Requirement ::
All lines in the data that hold the word "Myrtle" need copying.
[[ Information shown open ]]
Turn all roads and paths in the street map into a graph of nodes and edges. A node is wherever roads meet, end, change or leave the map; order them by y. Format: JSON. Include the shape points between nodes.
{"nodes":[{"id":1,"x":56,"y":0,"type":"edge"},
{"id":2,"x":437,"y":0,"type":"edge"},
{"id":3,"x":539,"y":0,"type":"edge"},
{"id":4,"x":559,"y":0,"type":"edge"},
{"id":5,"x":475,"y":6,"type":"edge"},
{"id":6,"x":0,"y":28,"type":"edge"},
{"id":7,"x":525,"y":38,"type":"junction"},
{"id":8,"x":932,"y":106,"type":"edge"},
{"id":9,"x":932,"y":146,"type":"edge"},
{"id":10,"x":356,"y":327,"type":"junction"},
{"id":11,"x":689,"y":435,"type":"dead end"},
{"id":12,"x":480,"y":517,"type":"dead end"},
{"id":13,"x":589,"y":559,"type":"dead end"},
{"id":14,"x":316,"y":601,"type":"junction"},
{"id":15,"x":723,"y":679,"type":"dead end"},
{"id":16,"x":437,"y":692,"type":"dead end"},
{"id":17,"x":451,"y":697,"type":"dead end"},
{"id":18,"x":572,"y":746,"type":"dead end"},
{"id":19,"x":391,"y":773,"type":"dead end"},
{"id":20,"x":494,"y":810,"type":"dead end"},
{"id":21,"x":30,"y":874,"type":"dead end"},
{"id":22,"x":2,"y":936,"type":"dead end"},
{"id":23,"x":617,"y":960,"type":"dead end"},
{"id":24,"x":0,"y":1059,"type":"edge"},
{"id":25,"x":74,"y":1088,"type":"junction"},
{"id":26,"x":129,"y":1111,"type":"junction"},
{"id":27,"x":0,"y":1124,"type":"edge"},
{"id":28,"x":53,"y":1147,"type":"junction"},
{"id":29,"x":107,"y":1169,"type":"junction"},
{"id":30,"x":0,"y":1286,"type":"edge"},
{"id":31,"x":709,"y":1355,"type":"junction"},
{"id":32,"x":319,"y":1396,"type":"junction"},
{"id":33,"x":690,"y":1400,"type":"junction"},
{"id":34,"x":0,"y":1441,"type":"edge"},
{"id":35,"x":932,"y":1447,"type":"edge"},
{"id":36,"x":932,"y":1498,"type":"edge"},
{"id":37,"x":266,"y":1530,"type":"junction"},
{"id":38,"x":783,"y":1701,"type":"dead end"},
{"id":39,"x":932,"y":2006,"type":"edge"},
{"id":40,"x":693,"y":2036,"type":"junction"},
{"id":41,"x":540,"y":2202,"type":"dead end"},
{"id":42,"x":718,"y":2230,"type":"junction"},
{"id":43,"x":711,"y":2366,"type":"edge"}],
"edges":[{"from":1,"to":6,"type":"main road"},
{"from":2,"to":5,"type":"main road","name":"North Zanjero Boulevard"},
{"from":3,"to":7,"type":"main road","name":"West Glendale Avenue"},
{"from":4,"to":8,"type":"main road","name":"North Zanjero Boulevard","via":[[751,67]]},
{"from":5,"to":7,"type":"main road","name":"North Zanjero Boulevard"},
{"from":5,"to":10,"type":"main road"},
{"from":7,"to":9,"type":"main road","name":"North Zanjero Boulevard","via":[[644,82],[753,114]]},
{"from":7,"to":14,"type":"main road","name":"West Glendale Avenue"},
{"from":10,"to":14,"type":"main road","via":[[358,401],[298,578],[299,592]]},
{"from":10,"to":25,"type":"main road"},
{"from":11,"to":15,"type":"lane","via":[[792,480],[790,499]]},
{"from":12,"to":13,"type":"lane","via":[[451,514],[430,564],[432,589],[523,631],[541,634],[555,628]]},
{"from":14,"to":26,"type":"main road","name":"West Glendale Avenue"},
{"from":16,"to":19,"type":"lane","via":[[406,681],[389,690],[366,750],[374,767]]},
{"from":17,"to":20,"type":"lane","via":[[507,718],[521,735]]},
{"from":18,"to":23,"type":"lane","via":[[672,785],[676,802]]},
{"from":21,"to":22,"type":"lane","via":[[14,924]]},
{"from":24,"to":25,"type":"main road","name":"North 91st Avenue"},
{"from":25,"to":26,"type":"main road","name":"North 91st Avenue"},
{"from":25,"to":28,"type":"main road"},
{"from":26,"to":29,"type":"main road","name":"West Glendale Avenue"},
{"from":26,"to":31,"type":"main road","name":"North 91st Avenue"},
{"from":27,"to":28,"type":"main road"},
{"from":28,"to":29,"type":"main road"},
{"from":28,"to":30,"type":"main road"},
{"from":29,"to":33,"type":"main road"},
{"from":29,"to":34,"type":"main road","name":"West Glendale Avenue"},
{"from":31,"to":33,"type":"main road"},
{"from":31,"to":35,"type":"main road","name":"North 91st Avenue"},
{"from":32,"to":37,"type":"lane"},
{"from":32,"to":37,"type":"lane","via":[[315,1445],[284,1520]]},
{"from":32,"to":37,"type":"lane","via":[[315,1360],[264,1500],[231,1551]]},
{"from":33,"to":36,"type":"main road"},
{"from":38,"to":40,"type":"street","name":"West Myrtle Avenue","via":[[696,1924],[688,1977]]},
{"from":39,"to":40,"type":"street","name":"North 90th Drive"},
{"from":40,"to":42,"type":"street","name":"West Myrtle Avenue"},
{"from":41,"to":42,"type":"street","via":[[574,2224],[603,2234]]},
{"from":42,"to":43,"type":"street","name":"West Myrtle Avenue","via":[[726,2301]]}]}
[[ Information shown closed ]]
Exercise result ::
{"from":38,"to":40,"type":"street","name":"West Myrtle Avenue","via":[[696,1924],[688,1977]]},
{"from":40,"to":42,"type":"street","name":"West Myrtle Avenue"},
{"from":42,"to":43,"type":"street","name":"West Myrtle Avenue","via":[[726,2301]]}]}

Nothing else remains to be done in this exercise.